Re: [PATCH v2 2/2] proc: Ensure we see the exit of each process tid exactly

From: Eric W. Biederman
Date: Thu Apr 23 2020 - 23:36:20 EST


Linus Torvalds <torvalds@xxxxxxxxxxxxxxxxxxxx> writes:

> On Thu, Apr 23, 2020 at 12:42 PM Eric W. Biederman
> <ebiederm@xxxxxxxxxxxx> wrote:
>>
>> +void exchange_tids(struct task_struct *ntask, struct task_struct *otask)
>> +{
>> + /* pid_links[PIDTYPE_PID].next is always NULL */
>> + struct pid *npid = READ_ONCE(ntask->thread_pid);
>> + struct pid *opid = READ_ONCE(otask->thread_pid);
>> +
>> + rcu_assign_pointer(opid->tasks[PIDTYPE_PID].first, &ntask->pid_links[PIDTYPE_PID]);
>> + rcu_assign_pointer(npid->tasks[PIDTYPE_PID].first, &otask->pid_links[PIDTYPE_PID]);
>> + rcu_assign_pointer(ntask->thread_pid, opid);
>> + rcu_assign_pointer(otask->thread_pid, npid);
>> + WRITE_ONCE(ntask->pid_links[PIDTYPE_PID].pprev, &opid->tasks[PIDTYPE_PID].first);
>> + WRITE_ONCE(otask->pid_links[PIDTYPE_PID].pprev, &npid->tasks[PIDTYPE_PID].first);
>> + WRITE_ONCE(ntask->pid, pid_nr(opid));
>> + WRITE_ONCE(otask->pid, pid_nr(npid));
>> +}
>
> This function is _very_ hard to read as written.
>
> It really wants a helper function to do the swapping per hlist_head
> and hlist_node, I think. And "opid/npid" is very hard to see, and the
> naming doesn't make much sense (if it's an "exchange", then why is it
> "old/new" - they're symmetric).
>
> At least something like
>
> struct hlist_head *old_pid_hlist = opid->tasks + PIDTYPE_PID;
> struct hlist_head *new_pid_hlist = npid->tasks + PIDTYPE_PID;
> struct hlist_node *old_pid_node = otask->pid_links + PIDTYPE_PID;
> struct hlist_node *new_pid_node = ntask->pid_links + PIDTYPE_PID;
>
> struct hlist_node *old_first_node = old_pid_hlist->first;
> struct hlist_node *new_first_node = new_pid_hlist->first;
>
> and then trying to group up the first/pprev/thread_pid/pid accesses
> so that you them together, and using a helper function that does the
> whole switch, so that you'd have
>
> /* Move new node to old hlist, and update thread_pid/pid fields */
> insert_pid_pointers(old_pid_hlist, new_pid_node, new_first_node);
> rcu_assign_pointer(ntask->thread_pid, opid);
> WRITE_ONCE(ntask->pid, pid_nr(opid));
>
> /* Move old new to new hlist, and update thread_pid/pid fields */
> insert_pid_pointers(new_pid_hlist, old_pid_node, old_first_node);
> rcu_assign_pointer(otask->thread_pid, npid);
> WRITE_ONCE(otask->pid, pid_nr(npid));
>
> or something roughly like that.
>
> (And the above still uses "old/new", which as mentioned sounds wrong
> to me. Maybe it should just be "a_xyz" and "b_xyz"? Also note that I
> did this in my MUA, so I could have gotten the names and types wrong
> etc).
>
> I think that would make it look at least _slightly_ less like random
> line noise and easier to follow.
>
> But maybe even a rcu_hlist_swap() helper? We have one for regular
> lists. Do we really have to do it all written out, not do it with a
> "remove and reinsert" model?

At one point my brain I had forgetten that xchg can not take two memory
arguments and had hoped to be able to provide stronger guarnatees than I
can. Which is where I think the structure of exchange_pids came from.

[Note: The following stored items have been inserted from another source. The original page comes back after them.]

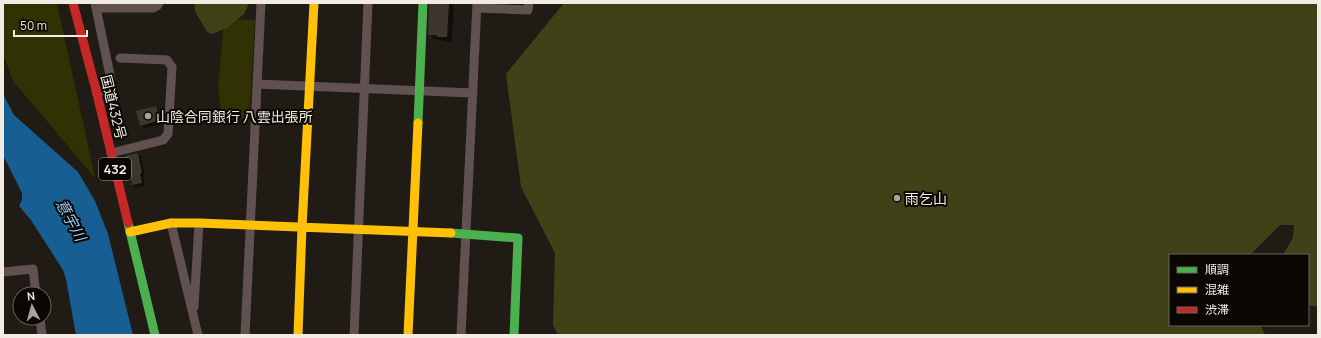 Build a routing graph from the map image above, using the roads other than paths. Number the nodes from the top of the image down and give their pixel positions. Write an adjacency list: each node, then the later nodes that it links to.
1 (73, 3): 16 (main road, 国道432号 / 432)
2 (159, 3): 8 (street)
3 (261, 3): 11 (street)
4 (314, 3): 12 (main road)
5 (368, 3): 13 (street)
6 (423, 3): 14 (main road)
7 (529, 3): 9 (street)
8 (95, 6): 16 (street)
9 (477, 6): 15 (street)
10 (120, 58): 17 (street)
11 (257, 84): 12 (street); 20 (street)
12 (310, 86): 13 (street); 21 (main road)
13 (364, 88): 14 (street); 22 (street)
14 (419, 91): 15 (street); 24 (main road)
15 (473, 93): 25 (street)
16 (97, 94): 17 (main road, 国道432号 / 432)
17 (111, 153): 23 (main road, 国道432号 / 432)
18 (171, 223): 19 (main road); 23 (main road); 28 (street)
19 (199, 223): 20 (main road); 28 (street)
20 (250, 224): 21 (main road); 31 (street)
21 (302, 227): 22 (main road); 32 (main road)
22 (358, 230): 24 (main road); 33 (street)
23 (130, 232): 29 (main road, 国道432号 / 432)
24 (412, 232): 25 (main road); 34 (main road)
25 (466, 234): 35 (street); 36 (main road)
26 (3, 272): 27 (street)
27 (35, 286)
28 (194, 318): 30 (street)
29 (155, 335)
30 (198, 335)
31 (245, 335)
32 (298, 335)
33 (354, 335)
34 (408, 335)
35 (461, 335)
36 (514, 335) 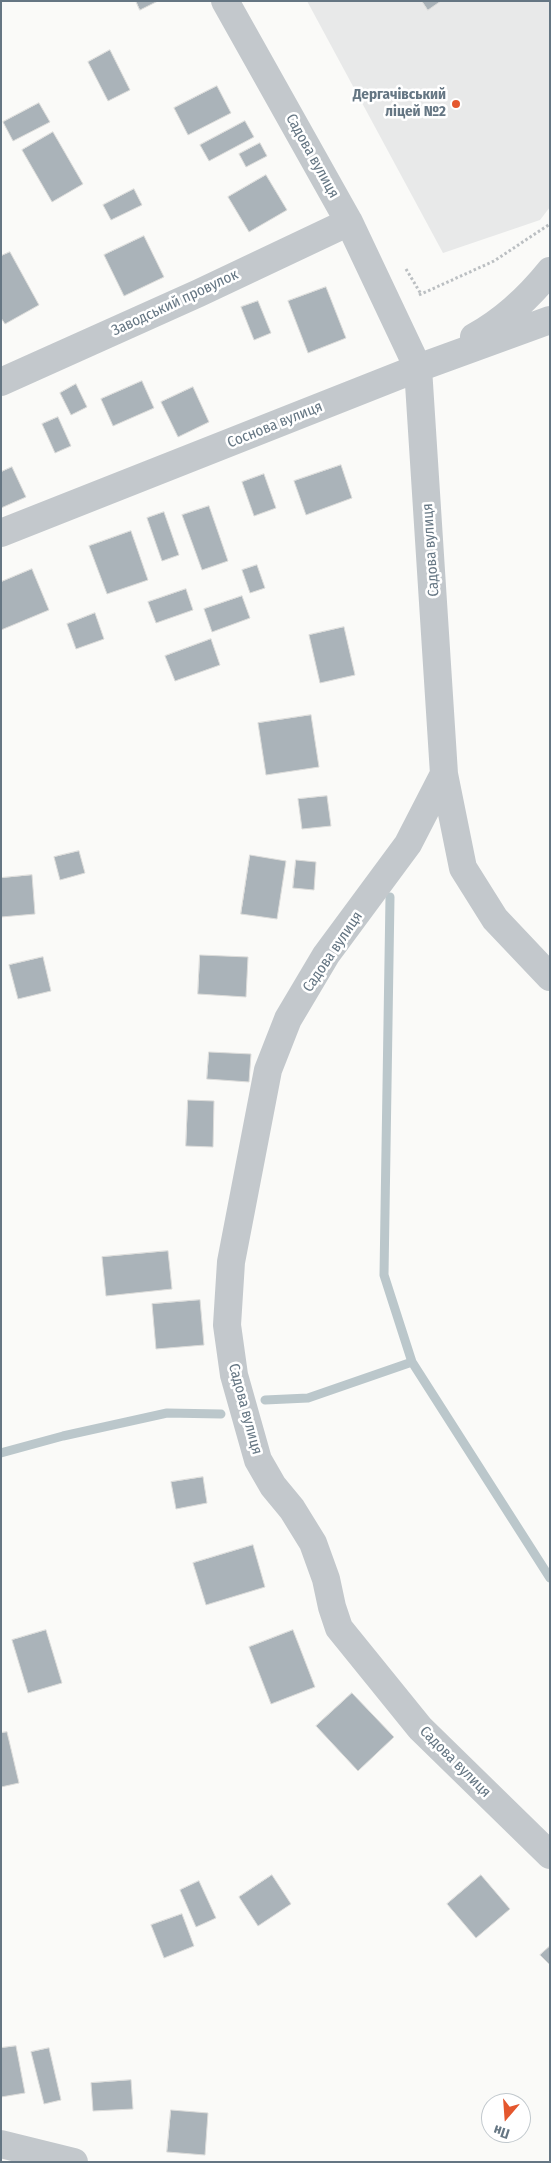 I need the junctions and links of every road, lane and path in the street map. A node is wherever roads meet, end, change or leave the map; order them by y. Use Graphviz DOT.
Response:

I do agree the clearer we can write things, the easier it is for
someone else to come along and follow.

We can not use a remove and reinser model because that does break rcu
accesses, and complicates everything else. With a swap model we have
the struct pids pointer at either of the tasks that are swapped but
never at nothing. With a remove/reinsert model we have to deal the
addittional possibility of the pids not pointing at a thread at all
which can result in things like signals not being delivered at all.

I played with it a bit and the best I have been able to come up is:

void hlist_swap_before_rcu(struct hlist_node *left, struct hlist_node *right)
{
struct hlist_node **lpprev = left->pprev;
struct hlist_node **rpprev = right->pprev;

rcu_assign_pointer(*lpprev, right);
rcu_assign_pointer(*rpprev, left);
WRITE_ONCE(left->pprev, rpprev);
WRITE_ONCE(right->pprev, lpprev);
}

void exchange_tids(struct task_struct *left, struct task_struct *right)
{
struct hlist_node *lnode = &left->pid_links[PIDTYPE_PID];
struct hlist_node *rnode = &right->pid_links[PIDTYPE_PID];
struct pid *lpid, *rpid;

/* Replace the single entry tid lists with each other */
hlist_swap_before_rcu(lnode, rnode);

/* Swap thread_pid */
rpid = left->thread_pid;
lpid = right->thread_pid;
rcu_assign_pointer(left->thread_pid, lpid);
rcu_assign_pointer(right->thread_pid, rpid);

/* Swap the cached pid value */
WRITE_ONCE(left->pid, pid_nr(lpid));
WRITE_ONCE(right->pid, pid_nr(rpid));
}

hlists because they are not doubly linked can legitimately swap their
beginnings or their tails. Something that regular lists can not,
and I think that is exactly the general purpose semantic I want.

Does that look a little more readable?

Eric